The even-numbered years were at Silverstone and the odd numbered and 1962 were at Aintree. 1956 saw Fangio win in a Ferrari, and 1957 returned to see Moss win again in a Vanwall; he took over his ill teammate Tony Brooks's car and stormed through the field to take victory. This was the first Grand Prix victory for a British-built car- Formula One would soon be mostly made up of British teams. 1958 was when Peter Collins won in a Ferrari and Bernie Ecclestone was entered in a Connaught but his car was driven by Jack Fairman, and 1959 and 1960 saw Australian Jack Brabham win in a mid-engined Cooper. The last race at Aintree was in 1962 when Briton Jim Clark won his first of 5 British Grands Prix; Aintree was decommissioned in 1964.

===Silverstone and Brands Hatch (1963–1986)===
1964 saw the first Formula One race at the southern English circuit known as Brands Hatch, located in ancient woodlands in Kent, 20 miles southeast from the center of London. The track was built in the early 1950s and had been extended in 1960 to include the new Grand Prix course. Silverstone hosted the British Grand Prix in odd-numbered years and Brands Hatch in even-numbered years. Like the year before at Silverstone, Clark won the 1964 race and the next year's race. 1967 saw Clark take yet another dominant win, and 1968 saw a monumental battle between Swiss Jo Siffert in a Lotus and New Zealander Chris Amon in a Ferrari; Siffert won the race, his first of two victories in F1 on the circuit where he would be killed in a non-championship race three years later.

In 1969 there was another big battle between home favourite Jackie Stewart and Austrian Jochen Rindt, that went on for a while; although Rindt had a loose rear wing and had to come into the pits to get it repaired; Stewart took the chequered flag driving a Ford/Cosworth-powered Matra for Ken Tyrrell. Rindt won the 1970 event at the expense of Brabham running out of fuel at the end of the race, and 1971 saw Stewart win again in a Tyrrell (Ken Tyrrell had started building his own cars). 1973, however, saw a huge first lap accident at Woodcote that took out 11 cars, including all three works Surtees cars. Amazingly, there were no deaths or any fires and the worst news was that Andrea de Adamich received career-ending ankle injuries. 1974 saw Austrian up-and-comer Niki Lauda dominate the race in his Ferrari, however, a rear-tire puncture slowed his car and rivals Jody Scheckter and Emerson Fittipaldi passed Lauda to take 1st and 2nd.

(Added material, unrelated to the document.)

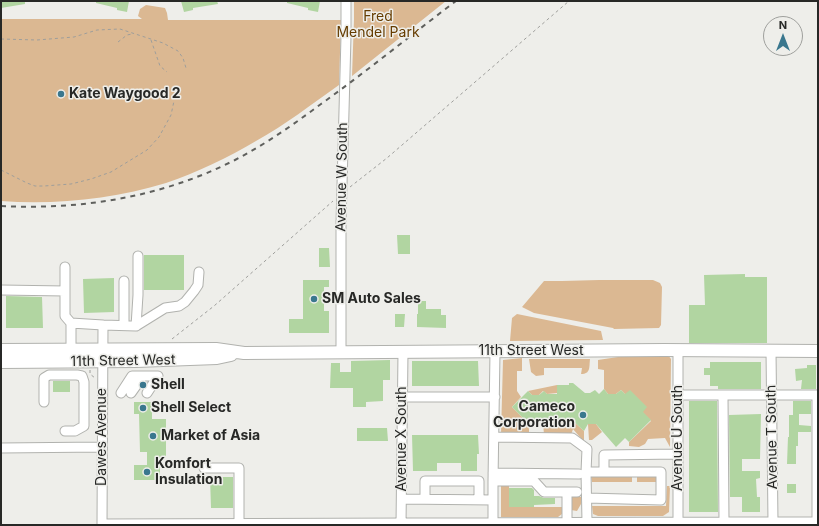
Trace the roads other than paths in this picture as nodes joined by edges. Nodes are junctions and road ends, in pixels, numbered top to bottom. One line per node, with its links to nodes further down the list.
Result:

In 1975 a chicane added to Woodcote to slow cars going through the very high-speed corner; and this was another race of variables as a rainstorm hit the track and a number of drivers including Scheckter and Briton James Hunt hydroplaned off the track at the same corner; Fittipaldi won the race after it was called short due to storm. 1976 also saw changes to Brands Hatch including making the fearsome Paddock Hill bend a bit tamer, South Bank corner more of a left-hand apex rather than a long hairpin and moving Bottom Straight further south so that the pits and paddock area could be expanded. This race proved to be very controversial; as home favourite Hunt won the race but was later disqualified following a protest from Ferrari and other teams about Hunt not completing the first lap of the race; and the victory went to second-placed Lauda. In 1977, Hunt take victory without any controversy and when F1 returned to Silverstone two years later, Australian Alan Jones lapped the circuit more than 6 seconds inside the lap record in his ground-effect Williams. His teammate Clay Regazzoni won the race, Williams's first F1 victory. 1980 saw Jones win after the Ligiers of Jacques Laffite and Didier Pironi retired. In 1981 French rising star Alain Prost thoroughly dominate the first part race in his Renault; and there was an accident involving Canadian Gilles Villeneuve at the Woodcote Chicane which held up Briton John Watson; but Watson passed several cars and won the race; the first for a car with an all-carbon fibre chassis. 1982 saw polesitter Keke Rosberg having to start from the back due to problems with his Williams and he began a charge that brought him far up the field; but he retired, and there was another spectacular showing from Briton Derek Warwick in his underfunded Toleman; he managed to pass Pironi for 2nd, but he also retired with a broken driveshaft; the victory went to Austrian Niki Lauda.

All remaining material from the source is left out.